--- Data under study Enclosed Below ---

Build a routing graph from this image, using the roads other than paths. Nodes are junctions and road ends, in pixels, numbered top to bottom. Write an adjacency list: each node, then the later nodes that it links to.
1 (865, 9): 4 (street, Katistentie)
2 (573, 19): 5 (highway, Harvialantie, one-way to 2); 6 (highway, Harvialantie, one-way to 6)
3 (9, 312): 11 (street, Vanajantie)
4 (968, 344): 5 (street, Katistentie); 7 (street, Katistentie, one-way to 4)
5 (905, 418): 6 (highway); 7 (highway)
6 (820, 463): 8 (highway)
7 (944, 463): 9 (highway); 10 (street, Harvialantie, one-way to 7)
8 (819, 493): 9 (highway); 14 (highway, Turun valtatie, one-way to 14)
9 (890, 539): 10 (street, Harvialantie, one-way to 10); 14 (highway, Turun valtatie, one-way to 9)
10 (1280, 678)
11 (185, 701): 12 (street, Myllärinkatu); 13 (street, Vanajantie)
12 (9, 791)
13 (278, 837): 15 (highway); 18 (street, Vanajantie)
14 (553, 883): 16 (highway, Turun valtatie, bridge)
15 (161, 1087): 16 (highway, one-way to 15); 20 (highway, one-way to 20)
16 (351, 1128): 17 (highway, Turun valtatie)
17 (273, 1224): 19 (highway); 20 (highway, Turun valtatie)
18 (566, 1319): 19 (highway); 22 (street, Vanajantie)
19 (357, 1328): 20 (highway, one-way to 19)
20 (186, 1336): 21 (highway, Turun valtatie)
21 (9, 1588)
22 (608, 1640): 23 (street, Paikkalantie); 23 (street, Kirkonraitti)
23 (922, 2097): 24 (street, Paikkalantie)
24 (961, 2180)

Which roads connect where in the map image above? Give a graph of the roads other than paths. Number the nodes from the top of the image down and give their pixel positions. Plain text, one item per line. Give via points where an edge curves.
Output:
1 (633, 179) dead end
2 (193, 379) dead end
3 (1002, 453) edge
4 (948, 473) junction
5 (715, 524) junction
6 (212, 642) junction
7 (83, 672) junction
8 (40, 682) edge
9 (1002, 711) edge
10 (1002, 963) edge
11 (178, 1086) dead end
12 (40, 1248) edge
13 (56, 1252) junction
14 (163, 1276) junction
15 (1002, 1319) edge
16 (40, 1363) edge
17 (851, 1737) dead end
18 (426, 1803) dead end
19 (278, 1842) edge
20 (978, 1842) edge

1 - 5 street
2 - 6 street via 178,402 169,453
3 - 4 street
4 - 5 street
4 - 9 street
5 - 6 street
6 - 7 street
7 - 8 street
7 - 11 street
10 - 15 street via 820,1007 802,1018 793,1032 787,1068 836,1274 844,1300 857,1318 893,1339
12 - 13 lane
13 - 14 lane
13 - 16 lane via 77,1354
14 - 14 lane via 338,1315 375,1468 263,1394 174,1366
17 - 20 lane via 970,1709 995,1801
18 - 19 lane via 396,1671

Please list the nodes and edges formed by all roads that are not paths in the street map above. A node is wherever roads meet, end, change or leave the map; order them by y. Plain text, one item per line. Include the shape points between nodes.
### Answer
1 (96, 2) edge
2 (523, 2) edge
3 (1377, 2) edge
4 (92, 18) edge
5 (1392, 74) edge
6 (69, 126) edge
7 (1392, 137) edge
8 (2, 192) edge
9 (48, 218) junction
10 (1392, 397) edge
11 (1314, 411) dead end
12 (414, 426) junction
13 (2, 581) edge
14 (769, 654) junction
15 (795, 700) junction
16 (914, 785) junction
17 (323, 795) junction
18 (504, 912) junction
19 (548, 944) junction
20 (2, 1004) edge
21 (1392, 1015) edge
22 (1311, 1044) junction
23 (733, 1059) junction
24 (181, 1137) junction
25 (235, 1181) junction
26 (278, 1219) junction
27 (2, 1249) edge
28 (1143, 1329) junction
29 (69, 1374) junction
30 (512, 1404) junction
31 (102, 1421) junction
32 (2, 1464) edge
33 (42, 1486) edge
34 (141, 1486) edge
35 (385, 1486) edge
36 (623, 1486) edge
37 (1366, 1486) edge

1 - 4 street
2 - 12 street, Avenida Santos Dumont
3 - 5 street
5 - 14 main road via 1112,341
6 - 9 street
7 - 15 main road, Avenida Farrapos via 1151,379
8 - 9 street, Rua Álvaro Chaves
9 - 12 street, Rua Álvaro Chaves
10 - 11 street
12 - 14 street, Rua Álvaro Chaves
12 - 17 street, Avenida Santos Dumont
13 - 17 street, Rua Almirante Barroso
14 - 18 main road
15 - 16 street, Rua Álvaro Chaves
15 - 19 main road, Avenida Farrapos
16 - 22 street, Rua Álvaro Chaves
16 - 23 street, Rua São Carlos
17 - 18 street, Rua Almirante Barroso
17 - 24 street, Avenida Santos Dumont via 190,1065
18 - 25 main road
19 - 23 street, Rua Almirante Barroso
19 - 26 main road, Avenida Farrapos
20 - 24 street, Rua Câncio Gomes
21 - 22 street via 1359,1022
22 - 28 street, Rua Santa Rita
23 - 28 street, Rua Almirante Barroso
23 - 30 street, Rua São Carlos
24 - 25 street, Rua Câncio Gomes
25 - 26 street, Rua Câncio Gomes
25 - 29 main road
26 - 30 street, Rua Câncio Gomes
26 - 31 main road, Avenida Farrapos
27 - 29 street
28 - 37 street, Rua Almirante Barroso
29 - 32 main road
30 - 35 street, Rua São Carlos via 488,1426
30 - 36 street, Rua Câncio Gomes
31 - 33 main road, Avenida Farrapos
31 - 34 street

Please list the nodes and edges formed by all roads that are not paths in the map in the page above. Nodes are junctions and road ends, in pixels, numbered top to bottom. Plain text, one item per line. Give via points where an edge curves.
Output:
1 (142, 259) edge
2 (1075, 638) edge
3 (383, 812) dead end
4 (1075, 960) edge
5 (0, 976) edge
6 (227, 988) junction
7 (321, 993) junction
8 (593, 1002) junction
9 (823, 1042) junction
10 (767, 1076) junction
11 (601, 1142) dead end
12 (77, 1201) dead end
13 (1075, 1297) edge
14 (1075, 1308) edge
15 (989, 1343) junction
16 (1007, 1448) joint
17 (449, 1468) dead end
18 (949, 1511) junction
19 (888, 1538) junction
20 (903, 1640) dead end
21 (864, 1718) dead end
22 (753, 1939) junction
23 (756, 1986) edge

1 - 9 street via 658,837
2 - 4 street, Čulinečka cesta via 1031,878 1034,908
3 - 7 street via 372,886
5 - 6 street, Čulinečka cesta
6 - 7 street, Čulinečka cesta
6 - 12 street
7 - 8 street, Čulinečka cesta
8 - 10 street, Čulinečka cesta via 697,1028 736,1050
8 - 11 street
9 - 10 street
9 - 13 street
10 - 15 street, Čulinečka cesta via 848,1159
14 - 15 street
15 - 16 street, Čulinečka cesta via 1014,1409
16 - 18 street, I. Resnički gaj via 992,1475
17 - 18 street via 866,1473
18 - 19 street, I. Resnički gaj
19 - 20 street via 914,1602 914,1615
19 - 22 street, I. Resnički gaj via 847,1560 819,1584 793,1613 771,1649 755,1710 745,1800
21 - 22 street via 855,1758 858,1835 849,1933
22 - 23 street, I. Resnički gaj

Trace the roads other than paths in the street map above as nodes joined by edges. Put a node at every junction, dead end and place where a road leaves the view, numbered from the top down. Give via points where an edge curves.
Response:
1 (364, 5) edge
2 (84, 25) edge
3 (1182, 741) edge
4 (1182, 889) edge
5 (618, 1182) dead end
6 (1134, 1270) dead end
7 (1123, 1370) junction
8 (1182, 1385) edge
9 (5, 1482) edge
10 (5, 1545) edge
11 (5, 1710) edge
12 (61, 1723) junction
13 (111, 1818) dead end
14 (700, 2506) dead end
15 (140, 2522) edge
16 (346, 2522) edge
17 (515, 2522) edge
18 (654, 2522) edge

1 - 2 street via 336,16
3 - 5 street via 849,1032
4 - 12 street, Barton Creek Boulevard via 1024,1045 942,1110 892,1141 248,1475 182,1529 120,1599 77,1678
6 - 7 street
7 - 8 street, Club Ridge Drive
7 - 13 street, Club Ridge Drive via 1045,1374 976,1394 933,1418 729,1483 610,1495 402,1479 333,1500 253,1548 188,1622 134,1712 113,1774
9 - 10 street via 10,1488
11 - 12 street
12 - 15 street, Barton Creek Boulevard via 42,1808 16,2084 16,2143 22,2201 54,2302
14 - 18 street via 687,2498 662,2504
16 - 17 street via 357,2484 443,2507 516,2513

--- End of Enclosed Data under study ---

Go through the records above line by line and say how many lines include "Club", giving only that number.

• [Exercise answer]: 2